After wrapping up its Havana pit stop, the Russian delegation under Shoigu’s leadership then flew to Venezuela on Friday.
Russia’s civil defense czar visited Moscow’s Latin American allies at an eventful time. For one thing, Moscow has promised to modernize Cuba and Nicaragua’s Soviet-era weapons, as well as train both their troops and police. The Kremlin has already sold billions of dollars worth of armaments and delivery systems to oil-rich Venezuela. Russian warships are slated to show up in Havana Bay this December, the second time since the Cold War. Last December, several months after two Blackjack bombers touched down at a Venezuelan air base, the Russian and Venezuelan navies drilled in the southern Caribbean Sea.

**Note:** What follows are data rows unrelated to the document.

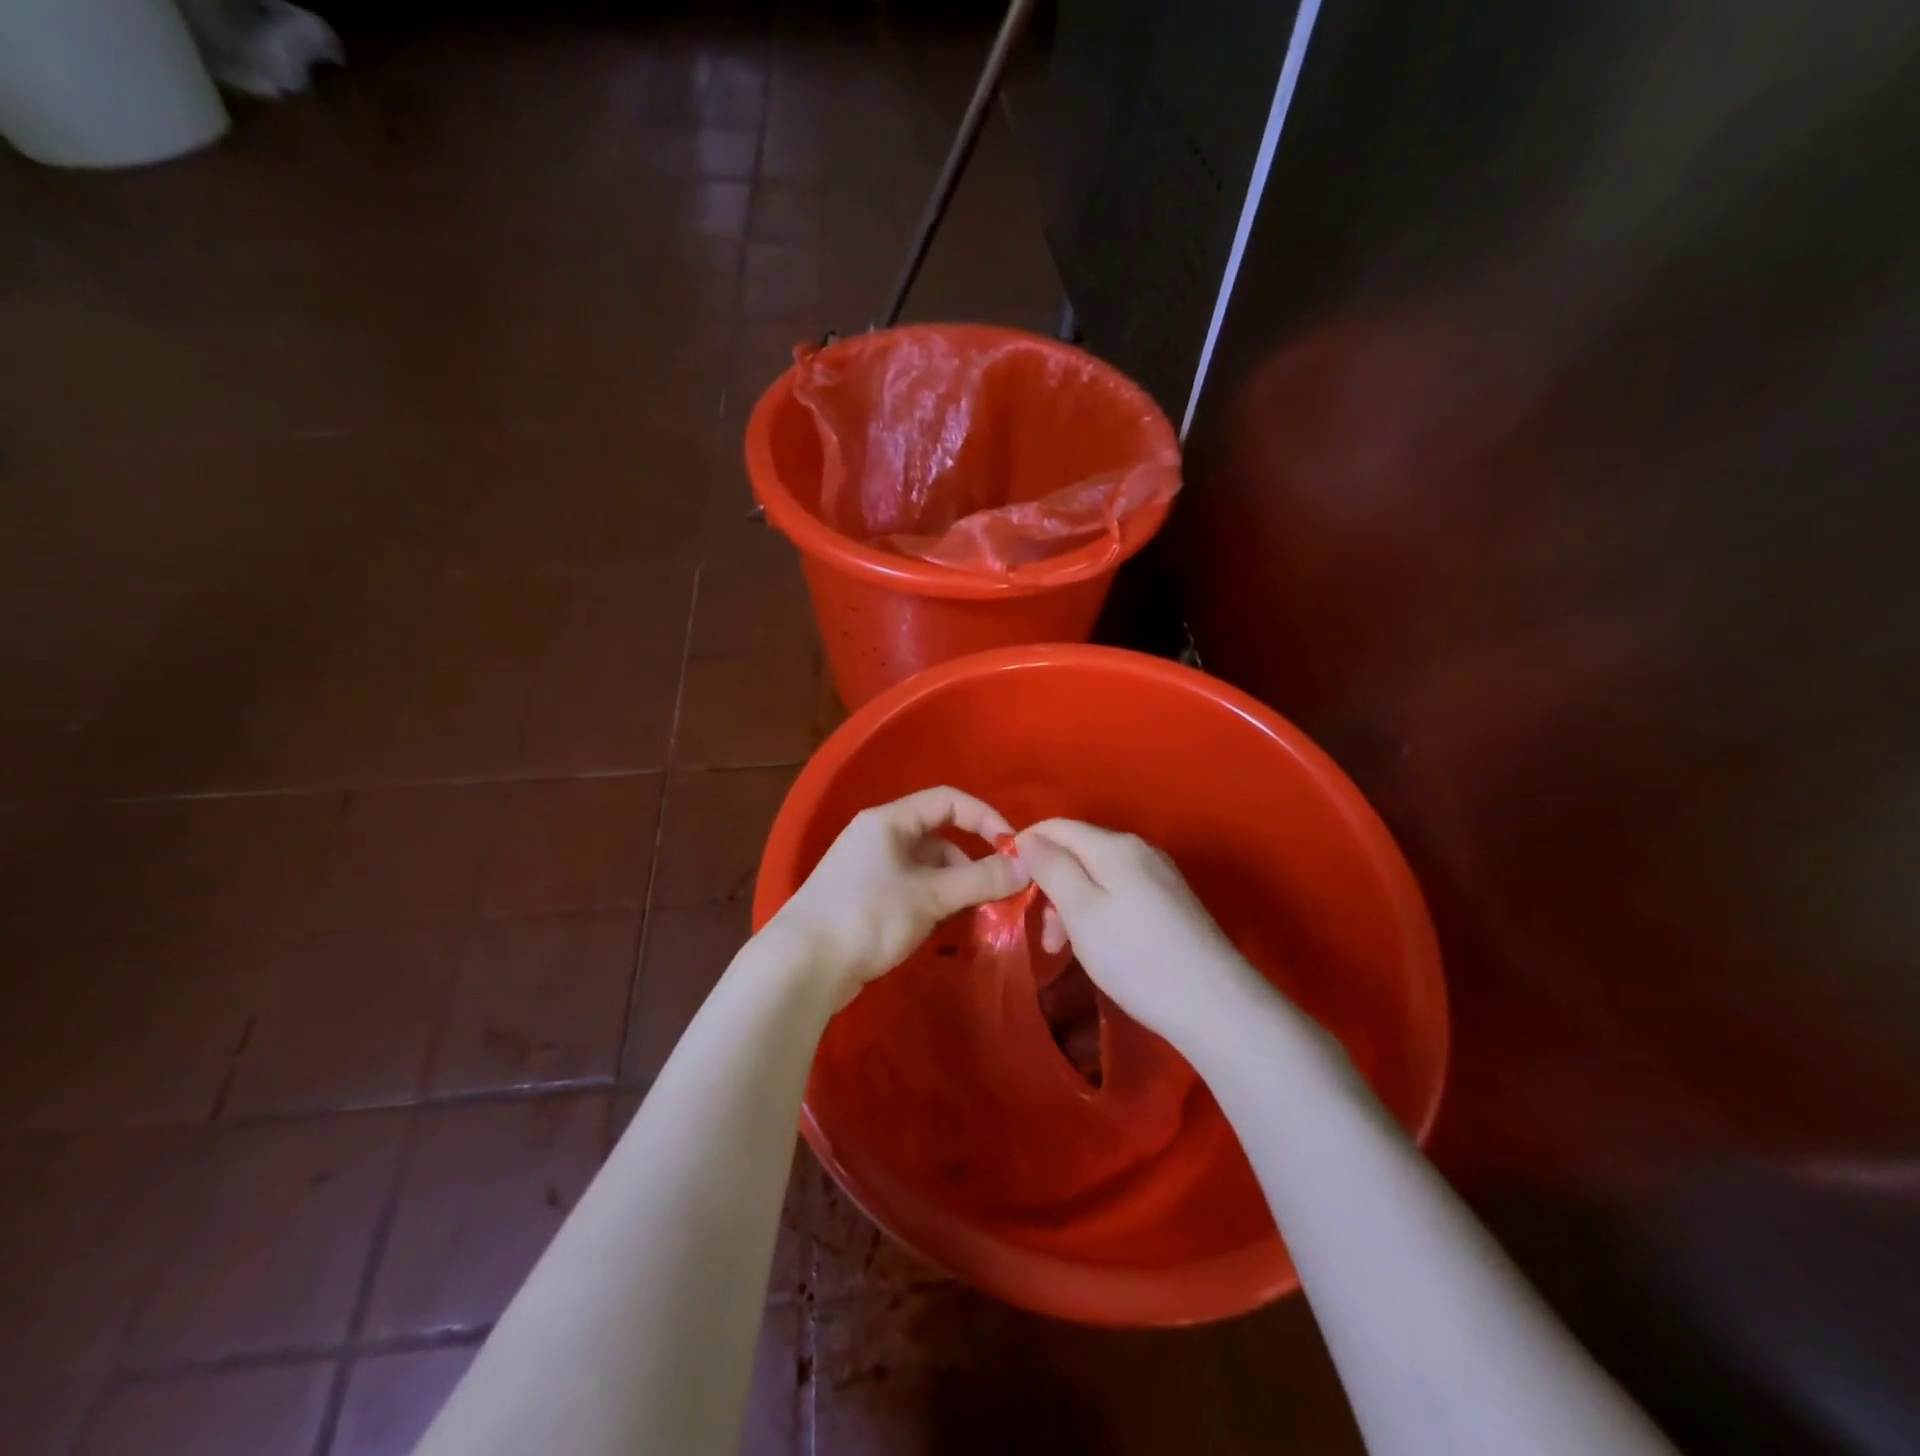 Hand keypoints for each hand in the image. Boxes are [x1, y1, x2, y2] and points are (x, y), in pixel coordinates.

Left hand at [767, 786, 1029, 1006]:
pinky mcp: (864, 900)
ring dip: (954, 885)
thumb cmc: (866, 917)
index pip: (947, 801)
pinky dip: (933, 901)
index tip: (1013, 849)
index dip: (984, 818)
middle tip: (997, 891)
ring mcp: (868, 870)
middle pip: (938, 836)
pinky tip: (943, 926)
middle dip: (970, 861)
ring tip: (973, 914)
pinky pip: (910, 889)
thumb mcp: (929, 896)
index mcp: (888, 821)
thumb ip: (980, 880)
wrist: (800, 967)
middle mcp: (878, 837)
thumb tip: (1027, 867)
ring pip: (925, 867)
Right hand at [1013, 819, 1269, 1049]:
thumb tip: (1030, 839)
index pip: (1057, 826)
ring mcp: (1160, 876)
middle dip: (1050, 884)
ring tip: (1064, 950)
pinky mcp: (1172, 903)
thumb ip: (1052, 868)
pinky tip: (1098, 947)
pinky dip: (1097, 913)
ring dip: (1071, 905)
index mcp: (1115, 846)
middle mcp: (1140, 850)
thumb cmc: (1135, 956)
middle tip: (1042, 934)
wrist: (1214, 1005)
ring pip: (1097, 876)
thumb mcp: (1081, 911)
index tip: (1005, 881)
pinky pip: (1119, 893)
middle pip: (1078, 852)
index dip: (1026, 845)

Since last November, when fraudulent municipal elections were contested by the opposition, Nicaragua has teetered on the brink of another civil war instigated by power-hungry red dictator Ortega. On November 9 Nicaraguan authorities expelled Dutch politician Hans van Baalen after the conservative Member of the European Parliament urged Nicaragua’s liberal opposition to form a united front against the second FSLN regime. During his short stay in Managua, van Baalen met with former president Arnoldo Alemán, who was sentenced in 2003 to 20 years in prison for raiding US$100 million from the Nicaraguan treasury. As a result of a sordid compact with Ortega reached in 1999, however, the hopelessly corrupt Aleman was released from jail in early 2008.

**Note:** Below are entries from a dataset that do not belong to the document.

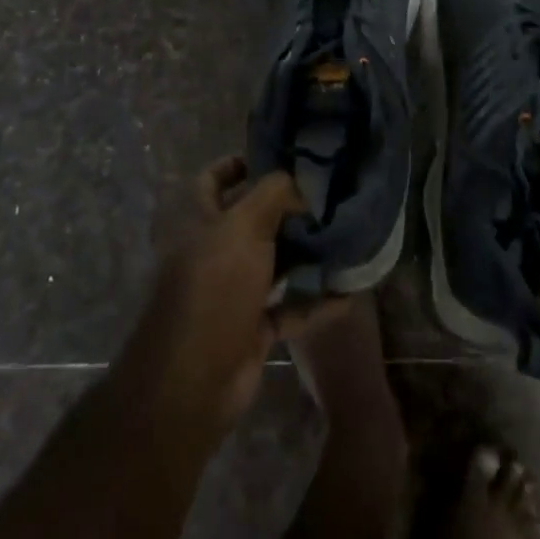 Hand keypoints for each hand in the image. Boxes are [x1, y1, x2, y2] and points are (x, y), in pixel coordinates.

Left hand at [124, 156, 337, 439]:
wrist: (193, 380)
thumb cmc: (215, 286)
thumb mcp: (245, 225)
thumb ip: (275, 193)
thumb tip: (300, 186)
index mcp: (198, 221)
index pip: (213, 179)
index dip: (239, 163)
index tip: (279, 158)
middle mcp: (211, 251)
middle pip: (251, 220)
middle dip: (286, 209)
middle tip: (327, 197)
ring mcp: (231, 292)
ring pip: (272, 263)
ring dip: (304, 254)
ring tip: (343, 238)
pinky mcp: (249, 327)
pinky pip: (288, 306)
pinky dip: (314, 301)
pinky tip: (346, 294) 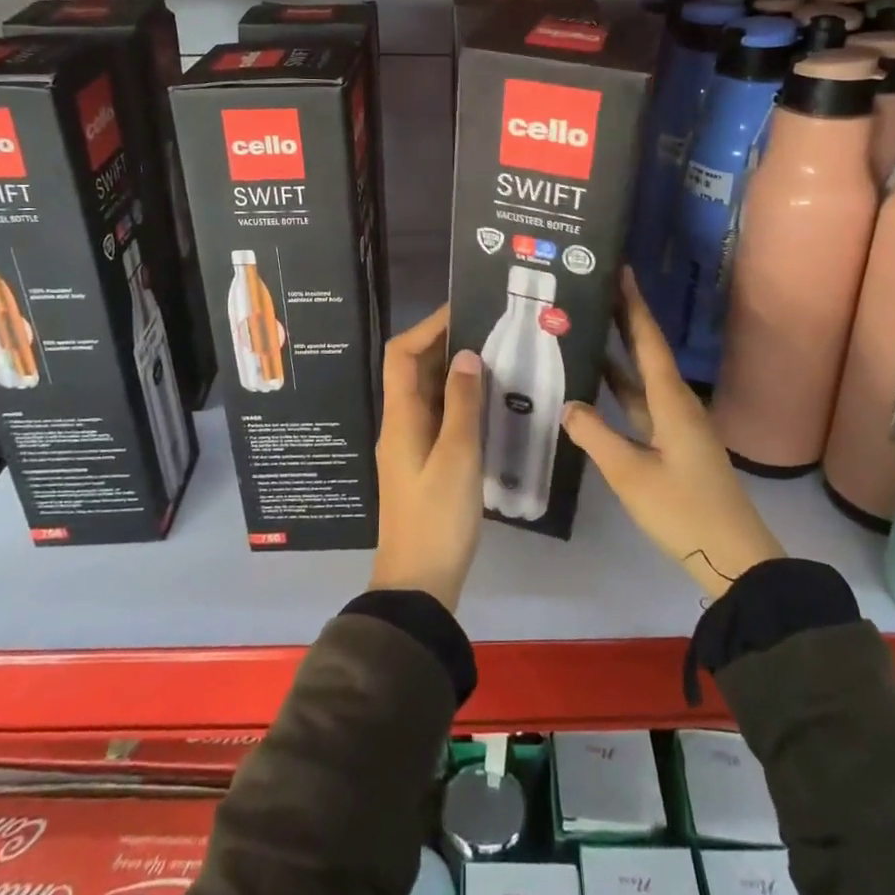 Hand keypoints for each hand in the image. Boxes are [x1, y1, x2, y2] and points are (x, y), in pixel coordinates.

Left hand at [369, 305, 483, 611]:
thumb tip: (466, 354)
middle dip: (444, 345)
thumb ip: (461, 403)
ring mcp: (410, 445)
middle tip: (488, 330)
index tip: (462, 310)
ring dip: (453, 373)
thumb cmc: (437, 518)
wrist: (419, 583)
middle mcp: (400, 424)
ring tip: (495, 357)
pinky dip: (458, 401)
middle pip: (413, 370)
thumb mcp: (457, 457)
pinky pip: (438, 417)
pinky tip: (488, 402)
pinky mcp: (424, 463)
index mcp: (400, 417)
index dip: (427, 327)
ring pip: (428, 394)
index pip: (401, 355)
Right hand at [562, 270, 785, 599]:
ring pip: (642, 380)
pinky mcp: (674, 445)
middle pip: (646, 354)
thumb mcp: (630, 474)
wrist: (733, 557)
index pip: (648, 342)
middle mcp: (676, 404)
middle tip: (594, 291)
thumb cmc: (683, 511)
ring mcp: (676, 426)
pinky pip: (642, 404)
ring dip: (619, 356)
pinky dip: (620, 390)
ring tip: (588, 331)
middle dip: (624, 321)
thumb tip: (568, 405)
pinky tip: (597, 390)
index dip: (634, 306)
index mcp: (671, 402)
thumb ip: (596, 436)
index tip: (621, 271)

Meanwhile, in response to last month’s US-Colombian military pact that will permit the deployment of 800 US counter-narcotics troops in neighboring Colombia, Hugo Chavez is “going ballistic.” Venezuela’s communist tyrant has once again dispatched troops to the border with Colombia with the intent of either intimidating the pro-Washington government in Bogota, or possibly rendering moral and/or material support to Colombia’s Marxist insurgents. During the March 2008 Andean Crisis the Venezuelan and Ecuadorean armies moved only 6,000 and 3,200 troops to their respective border with hated rival Colombia. Last week Chavez ordered the deployment of 15,000 troops to Venezuela’s southwest region, reportedly to combat Colombian anti-communist paramilitaries training in his country. For a number of years Chavez has accused the USA and Colombia of preparing to invade Venezuela, where he has been imposing a socialist revolution since 1999.
Last Sunday, during his weekly televised rant, Chavez told his military commanders: “Prepare yourselves for war. If you want peace you have to be ready for war.” In response, on Wednesday the government of Colombian President Alvaro Uribe lodged a formal complaint with the United Nations Security Council, alleging that Chavez’s most recent threats against Bogota are tantamount to a declaration of war. “We’ve handed over a letter explaining in detail concerns Colombia has about remarks by President Chavez and other sensitive matters,” Colombia’s foreign minister Jaime Bermudez told Reuters at the Asia Pacific Economic Cooperation Summit in Singapore. He added: “We have always said the door for dialogue is open … we have still not had any contact.” Bogota and Caracas do not presently have diplomatic relations with the other.